= PROBLEM =
Your job is to give again, exactly and with no additions, the lines in the records below from the one with "thumb ip: (688, 468)" through the one with "pinky tip: (253, 126)", both included. Omit the pictures.

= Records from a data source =
Segment Open
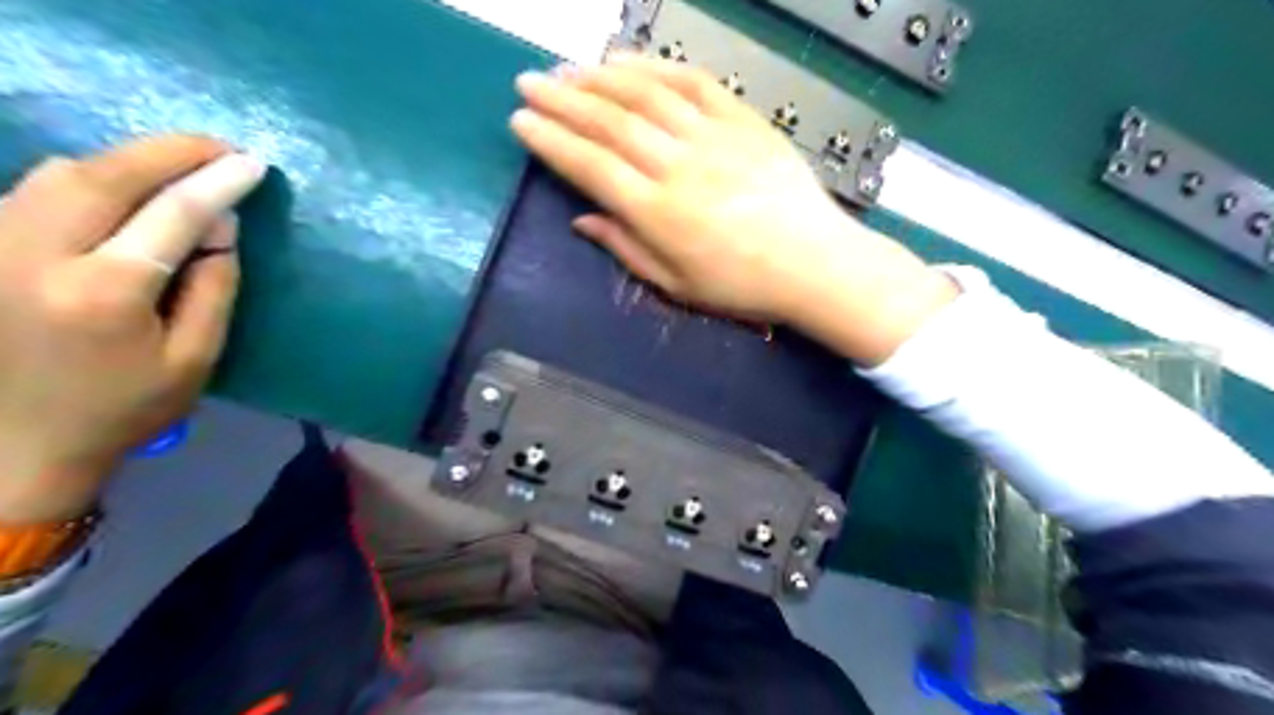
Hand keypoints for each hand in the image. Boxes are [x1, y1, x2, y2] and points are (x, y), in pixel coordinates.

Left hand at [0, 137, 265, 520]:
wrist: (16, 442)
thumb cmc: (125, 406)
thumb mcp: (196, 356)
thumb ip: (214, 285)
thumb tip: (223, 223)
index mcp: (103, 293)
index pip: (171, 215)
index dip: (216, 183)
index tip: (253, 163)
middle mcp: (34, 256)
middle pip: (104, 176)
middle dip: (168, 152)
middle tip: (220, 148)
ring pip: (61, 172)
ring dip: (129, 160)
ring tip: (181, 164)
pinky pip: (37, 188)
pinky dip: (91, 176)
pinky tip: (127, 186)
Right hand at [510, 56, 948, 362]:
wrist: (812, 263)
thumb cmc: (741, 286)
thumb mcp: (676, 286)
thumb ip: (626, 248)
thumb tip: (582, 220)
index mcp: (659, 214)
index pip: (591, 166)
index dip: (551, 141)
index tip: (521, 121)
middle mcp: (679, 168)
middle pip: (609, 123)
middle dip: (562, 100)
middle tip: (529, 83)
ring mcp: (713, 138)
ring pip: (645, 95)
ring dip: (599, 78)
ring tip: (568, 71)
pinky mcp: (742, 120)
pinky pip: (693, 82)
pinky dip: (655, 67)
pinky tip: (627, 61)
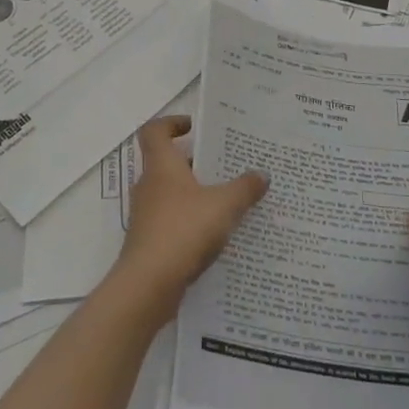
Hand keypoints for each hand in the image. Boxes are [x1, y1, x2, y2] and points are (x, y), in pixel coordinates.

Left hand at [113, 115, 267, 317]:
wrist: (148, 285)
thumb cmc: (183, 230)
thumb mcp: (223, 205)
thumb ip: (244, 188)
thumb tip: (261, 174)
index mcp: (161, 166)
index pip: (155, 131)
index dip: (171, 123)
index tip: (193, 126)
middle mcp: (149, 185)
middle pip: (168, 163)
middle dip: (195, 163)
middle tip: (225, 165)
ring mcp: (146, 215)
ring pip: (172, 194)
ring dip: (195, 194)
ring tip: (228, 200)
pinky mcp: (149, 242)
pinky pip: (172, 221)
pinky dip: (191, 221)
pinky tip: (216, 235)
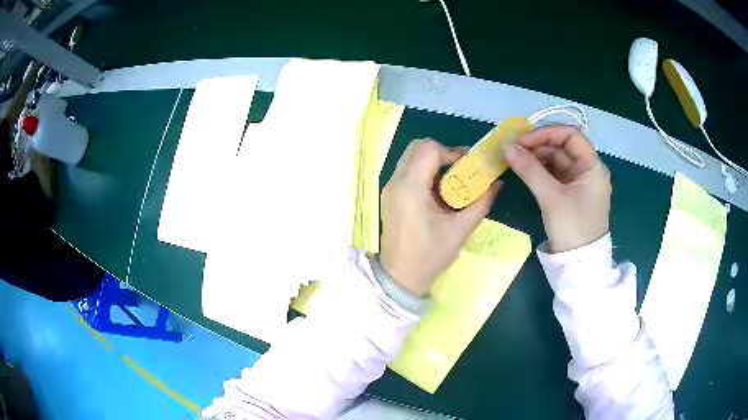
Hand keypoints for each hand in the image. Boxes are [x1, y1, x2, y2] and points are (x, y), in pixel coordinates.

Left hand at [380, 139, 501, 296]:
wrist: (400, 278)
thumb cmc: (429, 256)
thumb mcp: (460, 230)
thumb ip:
Segment Closed
Segment Open
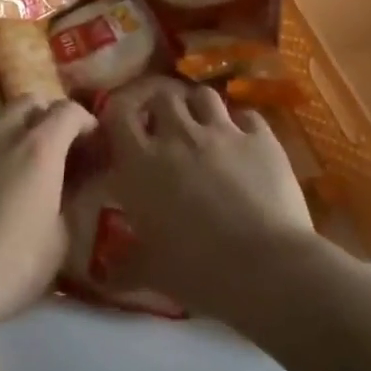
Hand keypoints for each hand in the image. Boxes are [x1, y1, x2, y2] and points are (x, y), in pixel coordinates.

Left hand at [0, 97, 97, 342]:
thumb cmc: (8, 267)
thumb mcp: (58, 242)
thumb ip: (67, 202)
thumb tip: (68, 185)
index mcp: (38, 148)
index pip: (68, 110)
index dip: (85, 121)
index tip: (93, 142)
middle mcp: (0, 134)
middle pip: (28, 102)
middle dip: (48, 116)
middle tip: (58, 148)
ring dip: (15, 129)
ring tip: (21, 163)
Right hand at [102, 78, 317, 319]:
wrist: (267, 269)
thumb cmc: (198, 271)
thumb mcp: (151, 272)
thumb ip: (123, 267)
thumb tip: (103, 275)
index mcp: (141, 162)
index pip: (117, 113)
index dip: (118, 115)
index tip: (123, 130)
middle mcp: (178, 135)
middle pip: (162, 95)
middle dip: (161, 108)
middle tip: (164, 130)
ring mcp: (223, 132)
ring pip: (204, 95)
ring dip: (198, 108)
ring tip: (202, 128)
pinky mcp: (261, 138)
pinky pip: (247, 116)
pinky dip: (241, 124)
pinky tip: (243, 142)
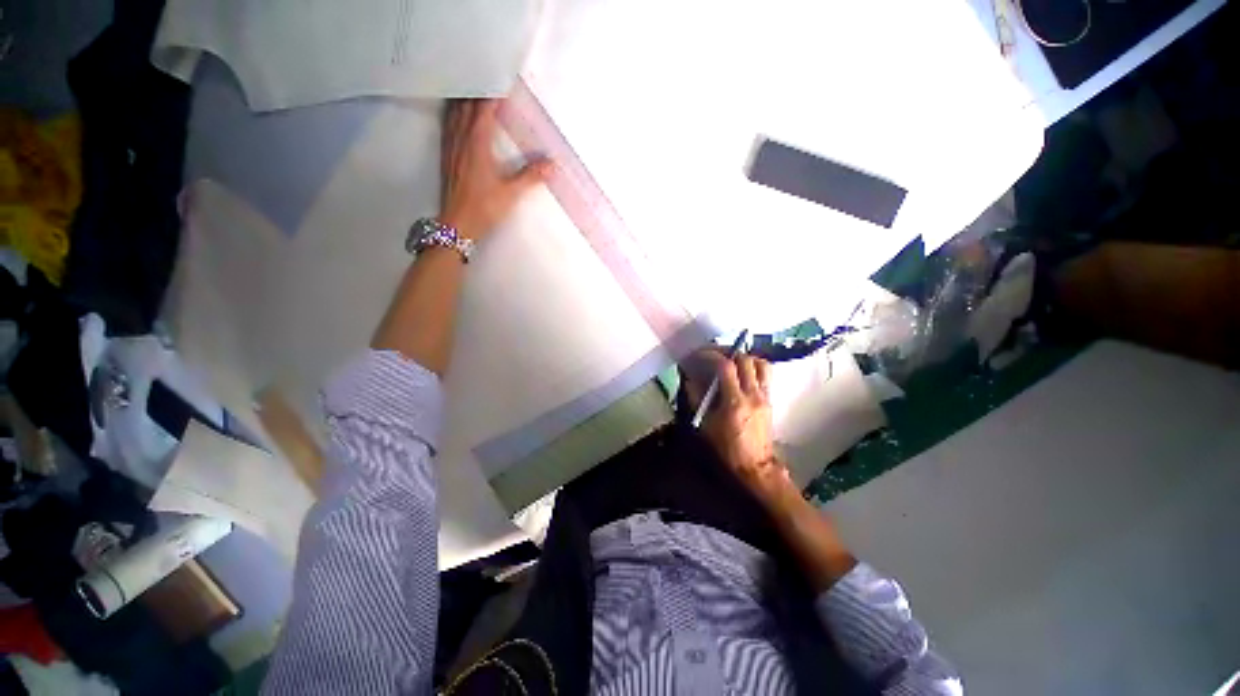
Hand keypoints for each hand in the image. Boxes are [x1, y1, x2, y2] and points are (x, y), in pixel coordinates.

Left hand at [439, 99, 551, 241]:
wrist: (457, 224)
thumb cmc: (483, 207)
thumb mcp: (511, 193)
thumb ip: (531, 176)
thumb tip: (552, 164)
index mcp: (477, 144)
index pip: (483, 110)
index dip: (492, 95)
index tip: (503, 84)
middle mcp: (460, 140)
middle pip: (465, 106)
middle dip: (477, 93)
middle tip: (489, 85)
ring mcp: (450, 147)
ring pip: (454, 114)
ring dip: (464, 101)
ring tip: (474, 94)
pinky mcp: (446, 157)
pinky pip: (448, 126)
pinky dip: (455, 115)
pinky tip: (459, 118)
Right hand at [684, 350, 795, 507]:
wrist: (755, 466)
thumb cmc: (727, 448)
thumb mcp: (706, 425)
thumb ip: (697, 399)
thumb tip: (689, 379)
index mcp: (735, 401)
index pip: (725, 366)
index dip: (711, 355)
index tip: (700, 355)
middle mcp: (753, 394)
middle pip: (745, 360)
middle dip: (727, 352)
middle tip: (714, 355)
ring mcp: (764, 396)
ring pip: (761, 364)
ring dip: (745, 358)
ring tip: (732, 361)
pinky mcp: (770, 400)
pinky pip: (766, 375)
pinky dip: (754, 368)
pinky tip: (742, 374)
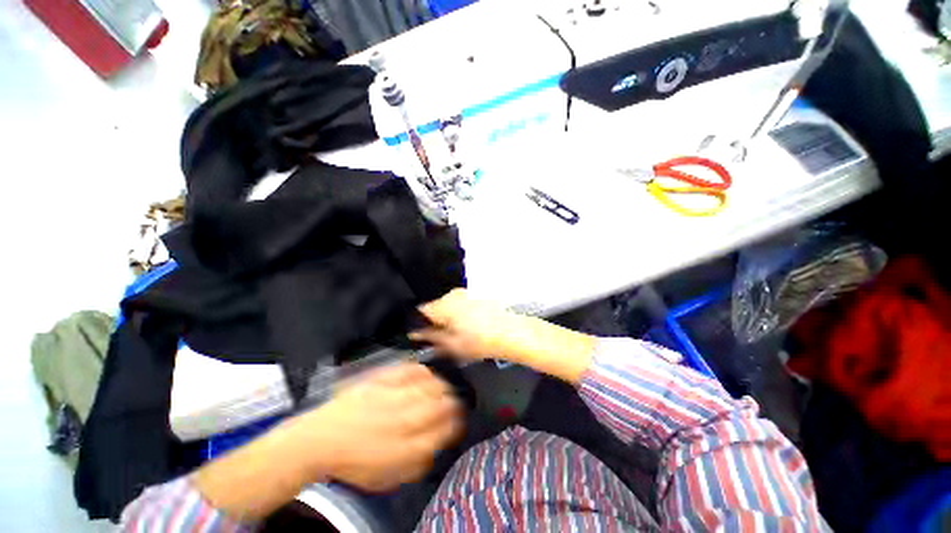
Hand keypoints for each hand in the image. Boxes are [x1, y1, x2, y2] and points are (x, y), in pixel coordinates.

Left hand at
Segment Closed
Segment Open
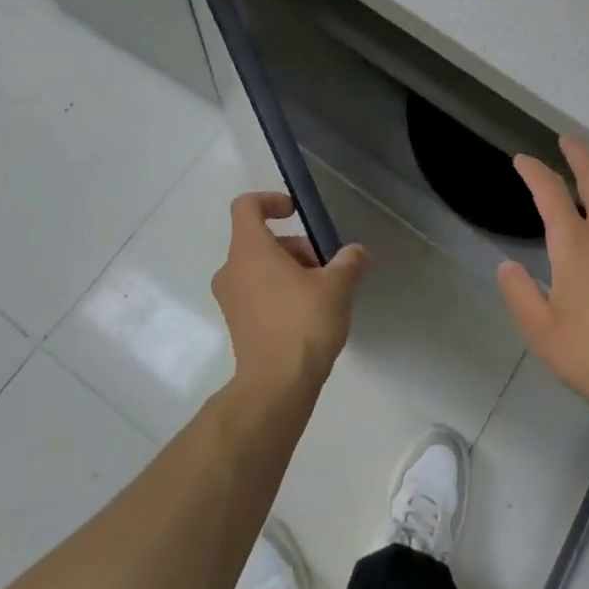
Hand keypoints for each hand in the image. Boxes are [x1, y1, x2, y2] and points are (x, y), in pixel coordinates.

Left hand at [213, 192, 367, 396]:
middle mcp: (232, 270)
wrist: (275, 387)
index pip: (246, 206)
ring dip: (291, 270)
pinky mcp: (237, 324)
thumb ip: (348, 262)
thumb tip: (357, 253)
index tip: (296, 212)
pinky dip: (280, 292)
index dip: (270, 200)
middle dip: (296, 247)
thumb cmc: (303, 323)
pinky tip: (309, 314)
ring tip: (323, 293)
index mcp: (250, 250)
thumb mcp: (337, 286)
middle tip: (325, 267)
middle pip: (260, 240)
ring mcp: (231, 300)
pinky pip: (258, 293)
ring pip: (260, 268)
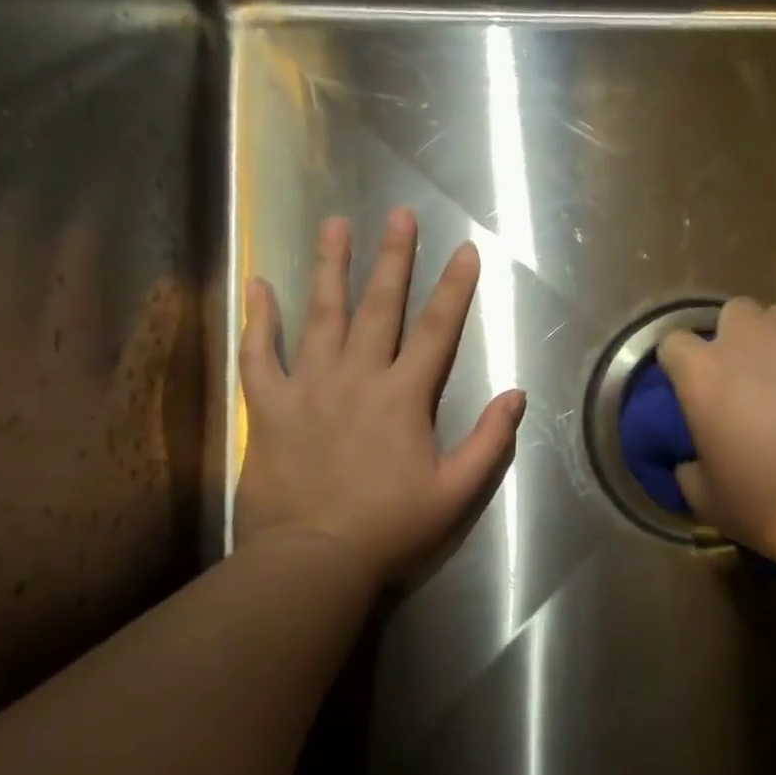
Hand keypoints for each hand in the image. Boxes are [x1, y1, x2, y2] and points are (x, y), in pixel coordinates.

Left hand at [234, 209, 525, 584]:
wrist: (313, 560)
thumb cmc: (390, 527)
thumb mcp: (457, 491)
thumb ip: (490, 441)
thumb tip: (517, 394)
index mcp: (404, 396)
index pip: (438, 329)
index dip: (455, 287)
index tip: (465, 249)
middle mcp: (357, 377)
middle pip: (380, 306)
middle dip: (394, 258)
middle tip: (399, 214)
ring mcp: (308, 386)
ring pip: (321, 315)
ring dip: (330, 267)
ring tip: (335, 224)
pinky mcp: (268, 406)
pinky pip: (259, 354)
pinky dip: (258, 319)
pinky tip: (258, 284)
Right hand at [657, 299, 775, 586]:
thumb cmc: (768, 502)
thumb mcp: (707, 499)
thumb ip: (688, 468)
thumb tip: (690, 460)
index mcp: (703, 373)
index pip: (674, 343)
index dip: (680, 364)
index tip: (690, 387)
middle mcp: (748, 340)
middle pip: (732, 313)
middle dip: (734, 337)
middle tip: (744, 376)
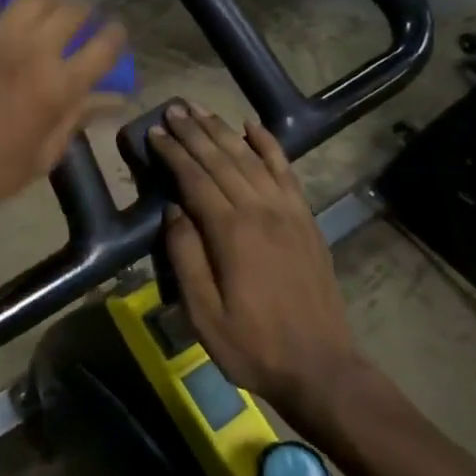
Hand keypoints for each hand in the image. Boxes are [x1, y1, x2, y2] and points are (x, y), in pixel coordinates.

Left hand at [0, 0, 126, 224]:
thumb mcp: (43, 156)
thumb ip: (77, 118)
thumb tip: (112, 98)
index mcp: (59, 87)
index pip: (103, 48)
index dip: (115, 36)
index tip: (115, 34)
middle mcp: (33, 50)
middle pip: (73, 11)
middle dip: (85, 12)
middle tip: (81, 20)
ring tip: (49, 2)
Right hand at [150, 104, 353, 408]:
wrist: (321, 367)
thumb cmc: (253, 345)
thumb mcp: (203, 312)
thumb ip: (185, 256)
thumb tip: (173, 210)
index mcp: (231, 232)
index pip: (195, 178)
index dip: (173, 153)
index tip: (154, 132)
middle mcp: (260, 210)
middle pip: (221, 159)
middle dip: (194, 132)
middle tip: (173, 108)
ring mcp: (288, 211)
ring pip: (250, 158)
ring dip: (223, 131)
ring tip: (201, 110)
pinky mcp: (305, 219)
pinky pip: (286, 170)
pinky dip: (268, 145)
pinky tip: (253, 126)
Segment Closed
= TASK RESPONSE =
thumb ip: (688, 468)
thumb tip: (690, 460)
index mcp: (703, 373)
index pip: (674, 343)
index dip: (680, 364)
index tip: (690, 387)
middle mcp: (748, 340)
middle pip: (732, 313)
middle dip: (734, 337)
middle tip: (744, 376)
Hand keypoints for each hand in the image. Boxes are [x1, y1, x2, y2] and points are (x, y), in pixel coordinates.

Left hand at [0, 0, 126, 224]:
thumb mcp: (43, 156)
thumb ip: (77, 118)
thumb tip: (112, 98)
index mcp: (59, 87)
index pip: (103, 48)
index dip: (115, 36)
index tip: (115, 34)
middle mcp: (33, 50)
middle pip: (73, 11)
middle dip: (85, 12)
middle tip: (81, 20)
ring tip: (49, 2)
Right hand at [150, 104, 353, 408]:
wrist: (321, 367)
thumb cmc: (253, 345)
thumb mcp: (203, 312)
thumb ip: (185, 256)
thumb tip: (173, 210)
index mcp: (231, 232)
index pip: (195, 178)
index dip: (173, 153)
index tip: (154, 132)
middle mcp: (260, 210)
middle pip: (221, 159)
middle dip: (194, 132)
middle tip: (173, 108)
ring mcp: (288, 211)
ring pip: (250, 158)
ring dip: (223, 131)
ring tip: (201, 110)
pinky mcp: (305, 219)
pinky pip: (286, 170)
pinky dip: (268, 145)
pinky tip: (253, 126)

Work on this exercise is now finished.